### TASK REQUIREMENTS
Find the lines of the listing that contain the string "Right", and return them.

------------

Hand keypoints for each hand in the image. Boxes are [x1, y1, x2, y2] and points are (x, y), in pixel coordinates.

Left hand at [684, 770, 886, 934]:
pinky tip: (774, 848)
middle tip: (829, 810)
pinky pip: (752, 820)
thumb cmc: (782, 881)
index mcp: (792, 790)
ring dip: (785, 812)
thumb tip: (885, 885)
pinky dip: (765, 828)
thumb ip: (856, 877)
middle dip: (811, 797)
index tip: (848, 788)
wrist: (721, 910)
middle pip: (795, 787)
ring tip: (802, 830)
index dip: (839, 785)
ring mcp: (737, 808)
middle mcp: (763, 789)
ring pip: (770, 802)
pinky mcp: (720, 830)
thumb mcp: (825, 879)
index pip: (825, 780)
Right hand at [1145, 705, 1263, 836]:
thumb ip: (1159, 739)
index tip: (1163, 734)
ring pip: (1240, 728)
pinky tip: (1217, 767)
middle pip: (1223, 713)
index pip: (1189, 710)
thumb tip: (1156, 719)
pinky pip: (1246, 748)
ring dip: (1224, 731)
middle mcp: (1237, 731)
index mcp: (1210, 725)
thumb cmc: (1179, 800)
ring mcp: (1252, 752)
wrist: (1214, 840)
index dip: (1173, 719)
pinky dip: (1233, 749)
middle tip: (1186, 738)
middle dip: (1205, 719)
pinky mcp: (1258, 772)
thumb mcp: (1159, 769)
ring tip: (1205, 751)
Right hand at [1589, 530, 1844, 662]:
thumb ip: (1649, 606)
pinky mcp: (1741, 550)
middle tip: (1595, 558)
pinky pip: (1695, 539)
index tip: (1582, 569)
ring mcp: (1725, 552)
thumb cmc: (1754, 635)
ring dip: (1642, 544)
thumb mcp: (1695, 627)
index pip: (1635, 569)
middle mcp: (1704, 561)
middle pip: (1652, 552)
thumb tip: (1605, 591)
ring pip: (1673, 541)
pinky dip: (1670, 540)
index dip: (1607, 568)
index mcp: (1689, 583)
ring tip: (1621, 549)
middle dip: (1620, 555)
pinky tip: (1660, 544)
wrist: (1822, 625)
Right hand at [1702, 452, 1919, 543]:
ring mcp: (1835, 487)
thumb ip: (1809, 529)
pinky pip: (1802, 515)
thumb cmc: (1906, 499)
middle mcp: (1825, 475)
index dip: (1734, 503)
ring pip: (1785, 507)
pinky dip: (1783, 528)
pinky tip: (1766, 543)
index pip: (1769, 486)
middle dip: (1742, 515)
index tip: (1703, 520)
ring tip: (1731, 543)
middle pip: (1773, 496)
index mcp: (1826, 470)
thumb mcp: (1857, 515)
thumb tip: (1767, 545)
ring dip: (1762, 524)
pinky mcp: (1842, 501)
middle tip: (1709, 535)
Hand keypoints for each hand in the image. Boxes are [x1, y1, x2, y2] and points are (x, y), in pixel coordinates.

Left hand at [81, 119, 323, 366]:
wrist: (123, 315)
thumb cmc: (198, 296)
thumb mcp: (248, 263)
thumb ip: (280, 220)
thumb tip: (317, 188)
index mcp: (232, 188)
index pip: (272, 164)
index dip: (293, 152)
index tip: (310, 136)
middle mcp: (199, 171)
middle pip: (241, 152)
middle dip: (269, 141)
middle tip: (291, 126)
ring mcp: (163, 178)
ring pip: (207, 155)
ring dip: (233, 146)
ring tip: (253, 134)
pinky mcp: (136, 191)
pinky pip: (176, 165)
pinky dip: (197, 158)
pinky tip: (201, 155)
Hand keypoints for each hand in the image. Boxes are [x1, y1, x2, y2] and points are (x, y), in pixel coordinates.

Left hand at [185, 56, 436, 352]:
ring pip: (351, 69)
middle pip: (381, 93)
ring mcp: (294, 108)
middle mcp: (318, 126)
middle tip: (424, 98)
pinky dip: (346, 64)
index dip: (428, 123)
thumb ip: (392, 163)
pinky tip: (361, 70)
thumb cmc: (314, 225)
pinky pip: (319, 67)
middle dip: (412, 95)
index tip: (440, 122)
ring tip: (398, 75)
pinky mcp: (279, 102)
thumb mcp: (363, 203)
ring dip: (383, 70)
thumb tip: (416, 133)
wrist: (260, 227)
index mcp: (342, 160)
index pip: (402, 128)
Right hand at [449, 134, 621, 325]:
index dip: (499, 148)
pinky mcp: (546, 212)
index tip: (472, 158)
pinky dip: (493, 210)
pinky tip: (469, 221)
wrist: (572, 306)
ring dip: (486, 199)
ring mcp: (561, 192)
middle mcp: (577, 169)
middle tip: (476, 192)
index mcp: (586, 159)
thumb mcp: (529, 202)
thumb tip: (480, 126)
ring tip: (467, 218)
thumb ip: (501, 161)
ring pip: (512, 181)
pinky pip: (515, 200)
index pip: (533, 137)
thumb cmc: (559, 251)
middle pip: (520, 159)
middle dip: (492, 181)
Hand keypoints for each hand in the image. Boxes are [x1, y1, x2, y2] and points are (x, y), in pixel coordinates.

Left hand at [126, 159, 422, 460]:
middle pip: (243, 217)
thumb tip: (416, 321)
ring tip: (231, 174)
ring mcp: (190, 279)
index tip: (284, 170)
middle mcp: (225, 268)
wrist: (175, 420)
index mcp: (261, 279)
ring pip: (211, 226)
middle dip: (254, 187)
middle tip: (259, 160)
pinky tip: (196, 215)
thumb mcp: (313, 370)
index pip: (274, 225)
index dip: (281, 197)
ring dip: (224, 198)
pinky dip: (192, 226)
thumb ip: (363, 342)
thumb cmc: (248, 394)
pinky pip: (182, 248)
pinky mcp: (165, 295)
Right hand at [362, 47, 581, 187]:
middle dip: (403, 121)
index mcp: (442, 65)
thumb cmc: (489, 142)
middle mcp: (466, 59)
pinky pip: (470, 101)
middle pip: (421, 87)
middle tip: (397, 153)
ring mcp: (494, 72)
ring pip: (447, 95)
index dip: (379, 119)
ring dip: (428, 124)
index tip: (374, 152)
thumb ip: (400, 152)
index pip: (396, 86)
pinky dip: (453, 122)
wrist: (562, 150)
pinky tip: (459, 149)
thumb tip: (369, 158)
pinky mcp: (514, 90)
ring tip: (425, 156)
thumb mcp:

------------

### ANSWER SPACE
Right hand at [1145, 705, 1263, 836]:
Right hand at [1589, 530, 1844, 662]:
Right hand at [1702, 452, 1919, 543]:
Right hand at [449, 134, 621, 325]:
Right hand at [362, 47, 581, 187]:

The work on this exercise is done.